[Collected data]
^^^^^^^^
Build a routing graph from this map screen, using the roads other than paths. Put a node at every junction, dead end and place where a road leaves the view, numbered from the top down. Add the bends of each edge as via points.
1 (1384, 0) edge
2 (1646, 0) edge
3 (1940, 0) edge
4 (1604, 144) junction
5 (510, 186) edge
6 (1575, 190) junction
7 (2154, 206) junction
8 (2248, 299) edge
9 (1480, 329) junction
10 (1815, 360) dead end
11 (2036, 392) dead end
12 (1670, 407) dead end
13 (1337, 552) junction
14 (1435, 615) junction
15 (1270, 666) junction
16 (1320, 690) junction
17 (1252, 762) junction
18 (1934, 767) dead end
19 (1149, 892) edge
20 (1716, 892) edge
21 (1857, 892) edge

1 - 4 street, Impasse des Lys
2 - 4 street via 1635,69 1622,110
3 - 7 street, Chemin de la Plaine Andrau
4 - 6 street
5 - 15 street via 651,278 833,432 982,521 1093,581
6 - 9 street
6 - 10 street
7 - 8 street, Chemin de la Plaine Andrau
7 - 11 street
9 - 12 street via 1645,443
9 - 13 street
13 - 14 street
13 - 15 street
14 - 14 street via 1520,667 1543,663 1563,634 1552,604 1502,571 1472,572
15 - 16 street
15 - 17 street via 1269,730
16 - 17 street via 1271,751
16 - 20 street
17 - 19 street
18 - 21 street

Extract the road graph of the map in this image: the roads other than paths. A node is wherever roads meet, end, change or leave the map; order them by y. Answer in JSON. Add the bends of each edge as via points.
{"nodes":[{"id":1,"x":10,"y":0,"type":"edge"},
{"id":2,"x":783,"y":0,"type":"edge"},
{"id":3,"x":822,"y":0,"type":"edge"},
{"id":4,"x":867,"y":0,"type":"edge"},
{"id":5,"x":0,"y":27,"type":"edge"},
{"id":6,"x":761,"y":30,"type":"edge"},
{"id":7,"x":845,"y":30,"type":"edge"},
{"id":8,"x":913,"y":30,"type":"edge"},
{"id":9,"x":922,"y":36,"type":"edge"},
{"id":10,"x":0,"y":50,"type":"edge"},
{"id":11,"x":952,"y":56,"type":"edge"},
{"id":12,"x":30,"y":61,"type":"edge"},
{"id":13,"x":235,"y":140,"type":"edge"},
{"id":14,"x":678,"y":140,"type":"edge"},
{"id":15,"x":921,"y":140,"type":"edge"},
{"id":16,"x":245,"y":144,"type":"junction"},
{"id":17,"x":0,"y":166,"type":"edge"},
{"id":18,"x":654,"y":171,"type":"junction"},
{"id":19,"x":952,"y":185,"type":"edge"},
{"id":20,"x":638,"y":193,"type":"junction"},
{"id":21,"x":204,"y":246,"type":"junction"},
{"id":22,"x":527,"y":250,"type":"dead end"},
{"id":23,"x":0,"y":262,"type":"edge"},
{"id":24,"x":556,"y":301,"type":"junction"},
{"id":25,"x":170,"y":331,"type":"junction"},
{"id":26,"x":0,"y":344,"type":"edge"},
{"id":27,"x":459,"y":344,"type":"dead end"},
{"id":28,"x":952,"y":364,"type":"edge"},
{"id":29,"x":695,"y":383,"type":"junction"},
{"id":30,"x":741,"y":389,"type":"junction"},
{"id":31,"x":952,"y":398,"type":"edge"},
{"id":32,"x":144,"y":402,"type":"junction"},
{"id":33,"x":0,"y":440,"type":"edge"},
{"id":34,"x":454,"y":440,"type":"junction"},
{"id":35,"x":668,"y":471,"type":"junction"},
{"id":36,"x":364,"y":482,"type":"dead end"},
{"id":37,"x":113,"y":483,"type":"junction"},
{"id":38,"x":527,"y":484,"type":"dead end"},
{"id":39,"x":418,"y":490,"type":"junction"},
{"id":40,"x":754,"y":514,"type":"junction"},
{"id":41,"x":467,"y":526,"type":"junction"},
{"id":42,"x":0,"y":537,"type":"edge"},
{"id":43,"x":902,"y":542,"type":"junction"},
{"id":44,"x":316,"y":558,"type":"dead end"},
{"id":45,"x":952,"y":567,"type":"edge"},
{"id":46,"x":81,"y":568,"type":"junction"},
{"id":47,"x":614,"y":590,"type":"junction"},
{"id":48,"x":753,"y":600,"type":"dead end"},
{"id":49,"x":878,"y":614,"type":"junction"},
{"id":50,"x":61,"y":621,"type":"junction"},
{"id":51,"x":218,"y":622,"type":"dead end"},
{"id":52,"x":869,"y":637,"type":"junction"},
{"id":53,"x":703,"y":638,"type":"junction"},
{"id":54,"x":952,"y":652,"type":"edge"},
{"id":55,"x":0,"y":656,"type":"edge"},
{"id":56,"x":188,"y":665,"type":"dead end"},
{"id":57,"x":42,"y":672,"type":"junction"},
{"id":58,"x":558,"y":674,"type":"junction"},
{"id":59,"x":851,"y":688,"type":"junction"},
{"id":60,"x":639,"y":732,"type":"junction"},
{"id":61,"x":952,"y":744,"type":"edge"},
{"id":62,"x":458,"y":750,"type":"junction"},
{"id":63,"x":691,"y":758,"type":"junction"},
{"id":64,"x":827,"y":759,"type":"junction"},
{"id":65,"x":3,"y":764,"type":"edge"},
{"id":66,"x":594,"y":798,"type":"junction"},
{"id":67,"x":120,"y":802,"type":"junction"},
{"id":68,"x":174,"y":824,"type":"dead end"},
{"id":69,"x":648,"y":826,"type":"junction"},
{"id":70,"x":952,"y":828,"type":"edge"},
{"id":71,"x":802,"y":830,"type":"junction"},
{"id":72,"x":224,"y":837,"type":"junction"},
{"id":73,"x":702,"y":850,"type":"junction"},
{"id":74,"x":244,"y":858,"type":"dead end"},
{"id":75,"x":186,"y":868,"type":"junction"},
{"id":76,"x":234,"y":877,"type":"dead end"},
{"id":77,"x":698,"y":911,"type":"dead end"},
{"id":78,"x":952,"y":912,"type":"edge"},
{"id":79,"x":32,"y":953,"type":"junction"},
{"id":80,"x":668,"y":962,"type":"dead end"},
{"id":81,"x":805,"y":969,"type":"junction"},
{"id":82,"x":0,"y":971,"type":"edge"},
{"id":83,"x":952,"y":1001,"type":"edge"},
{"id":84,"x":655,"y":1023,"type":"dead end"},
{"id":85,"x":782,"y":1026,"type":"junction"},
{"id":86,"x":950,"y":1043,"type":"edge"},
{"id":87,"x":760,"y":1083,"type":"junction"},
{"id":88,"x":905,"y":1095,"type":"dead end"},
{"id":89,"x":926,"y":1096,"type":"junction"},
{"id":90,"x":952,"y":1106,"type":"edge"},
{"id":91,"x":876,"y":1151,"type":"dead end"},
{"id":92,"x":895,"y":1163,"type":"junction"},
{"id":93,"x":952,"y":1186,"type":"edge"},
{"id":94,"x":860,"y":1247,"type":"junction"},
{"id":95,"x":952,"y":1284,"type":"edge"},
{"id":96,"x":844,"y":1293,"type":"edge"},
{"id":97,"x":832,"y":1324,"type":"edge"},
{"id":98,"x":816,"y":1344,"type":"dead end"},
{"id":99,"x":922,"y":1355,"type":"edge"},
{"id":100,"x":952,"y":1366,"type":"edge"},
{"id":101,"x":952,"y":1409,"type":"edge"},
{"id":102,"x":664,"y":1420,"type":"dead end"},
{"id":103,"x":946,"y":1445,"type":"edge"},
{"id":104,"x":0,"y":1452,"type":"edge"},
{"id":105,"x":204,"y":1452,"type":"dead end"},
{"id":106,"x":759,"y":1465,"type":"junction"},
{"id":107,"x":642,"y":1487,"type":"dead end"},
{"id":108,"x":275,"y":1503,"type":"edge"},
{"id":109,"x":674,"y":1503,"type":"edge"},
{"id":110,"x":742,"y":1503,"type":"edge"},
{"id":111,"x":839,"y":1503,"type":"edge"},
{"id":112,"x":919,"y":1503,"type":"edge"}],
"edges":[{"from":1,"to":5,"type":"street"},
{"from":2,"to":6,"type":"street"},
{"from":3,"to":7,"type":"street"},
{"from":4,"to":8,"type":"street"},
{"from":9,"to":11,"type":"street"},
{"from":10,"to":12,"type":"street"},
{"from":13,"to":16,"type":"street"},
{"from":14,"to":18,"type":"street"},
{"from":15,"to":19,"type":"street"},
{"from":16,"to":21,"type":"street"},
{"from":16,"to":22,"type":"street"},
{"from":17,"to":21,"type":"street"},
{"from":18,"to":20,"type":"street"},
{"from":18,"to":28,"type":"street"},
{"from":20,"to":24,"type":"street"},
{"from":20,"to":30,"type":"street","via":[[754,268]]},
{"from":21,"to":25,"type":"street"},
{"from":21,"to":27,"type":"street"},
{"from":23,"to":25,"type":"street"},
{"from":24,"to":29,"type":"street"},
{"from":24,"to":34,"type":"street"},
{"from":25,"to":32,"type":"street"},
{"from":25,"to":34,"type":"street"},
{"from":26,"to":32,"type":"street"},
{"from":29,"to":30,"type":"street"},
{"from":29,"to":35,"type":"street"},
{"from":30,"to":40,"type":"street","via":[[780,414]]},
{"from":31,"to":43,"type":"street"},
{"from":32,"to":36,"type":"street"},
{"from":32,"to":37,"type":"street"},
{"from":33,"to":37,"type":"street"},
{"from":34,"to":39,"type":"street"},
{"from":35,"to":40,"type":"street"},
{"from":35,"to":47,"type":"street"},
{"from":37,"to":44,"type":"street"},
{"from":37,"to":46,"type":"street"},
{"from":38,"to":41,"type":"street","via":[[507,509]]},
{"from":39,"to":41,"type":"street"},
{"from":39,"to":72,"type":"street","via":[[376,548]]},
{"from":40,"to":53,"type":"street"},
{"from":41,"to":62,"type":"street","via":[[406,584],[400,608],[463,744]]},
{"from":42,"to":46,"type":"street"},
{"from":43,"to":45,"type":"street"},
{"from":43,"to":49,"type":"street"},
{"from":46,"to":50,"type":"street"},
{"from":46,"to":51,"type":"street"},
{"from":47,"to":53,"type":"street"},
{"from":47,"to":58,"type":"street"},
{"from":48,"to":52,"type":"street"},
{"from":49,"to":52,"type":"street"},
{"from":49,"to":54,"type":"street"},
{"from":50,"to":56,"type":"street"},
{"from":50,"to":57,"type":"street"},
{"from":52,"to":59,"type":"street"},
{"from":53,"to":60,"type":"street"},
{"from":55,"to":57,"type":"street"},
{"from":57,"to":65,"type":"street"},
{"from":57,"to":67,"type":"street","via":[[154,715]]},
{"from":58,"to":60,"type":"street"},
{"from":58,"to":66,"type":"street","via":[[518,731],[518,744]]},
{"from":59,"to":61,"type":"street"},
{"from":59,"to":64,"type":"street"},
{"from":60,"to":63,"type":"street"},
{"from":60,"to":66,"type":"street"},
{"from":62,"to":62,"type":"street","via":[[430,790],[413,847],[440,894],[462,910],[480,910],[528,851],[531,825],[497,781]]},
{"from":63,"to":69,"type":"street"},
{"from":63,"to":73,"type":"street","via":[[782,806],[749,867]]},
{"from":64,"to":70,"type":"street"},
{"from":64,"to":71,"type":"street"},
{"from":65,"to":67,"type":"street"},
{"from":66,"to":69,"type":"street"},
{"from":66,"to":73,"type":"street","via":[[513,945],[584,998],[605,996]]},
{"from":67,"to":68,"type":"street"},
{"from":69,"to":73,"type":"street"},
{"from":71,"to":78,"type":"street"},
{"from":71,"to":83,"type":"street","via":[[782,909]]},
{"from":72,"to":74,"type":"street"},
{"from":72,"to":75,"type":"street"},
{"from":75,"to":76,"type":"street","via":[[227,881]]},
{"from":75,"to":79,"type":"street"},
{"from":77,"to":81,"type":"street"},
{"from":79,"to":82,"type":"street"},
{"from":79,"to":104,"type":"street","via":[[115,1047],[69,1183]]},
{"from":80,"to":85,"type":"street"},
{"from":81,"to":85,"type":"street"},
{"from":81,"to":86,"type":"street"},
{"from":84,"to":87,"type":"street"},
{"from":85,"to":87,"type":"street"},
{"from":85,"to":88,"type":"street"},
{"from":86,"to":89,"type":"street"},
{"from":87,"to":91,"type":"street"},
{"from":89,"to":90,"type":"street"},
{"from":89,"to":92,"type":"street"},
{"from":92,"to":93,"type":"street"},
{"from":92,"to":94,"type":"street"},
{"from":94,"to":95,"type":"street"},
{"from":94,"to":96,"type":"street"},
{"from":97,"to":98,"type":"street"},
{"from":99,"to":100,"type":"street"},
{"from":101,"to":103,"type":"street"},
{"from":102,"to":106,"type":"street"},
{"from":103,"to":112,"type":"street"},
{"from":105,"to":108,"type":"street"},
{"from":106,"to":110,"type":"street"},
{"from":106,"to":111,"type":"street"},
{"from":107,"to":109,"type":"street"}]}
^^^^^^^^
REQUIRED WORK: Scan the data above for the word "than". Copy every line in which it is found.

WRITTEN SOLUTION:
Build a routing graph from this map screen, using the roads other than paths. Put a node at every junction, dead end and place where a road leaves the view, numbered from the top down. Add the bends of each edge as via points.
Extract the road graph of the map in this image: the roads other than paths. A node is wherever roads meet, end, change or leave the map; order them by y. Answer in JSON. Add the bends of each edge as via points.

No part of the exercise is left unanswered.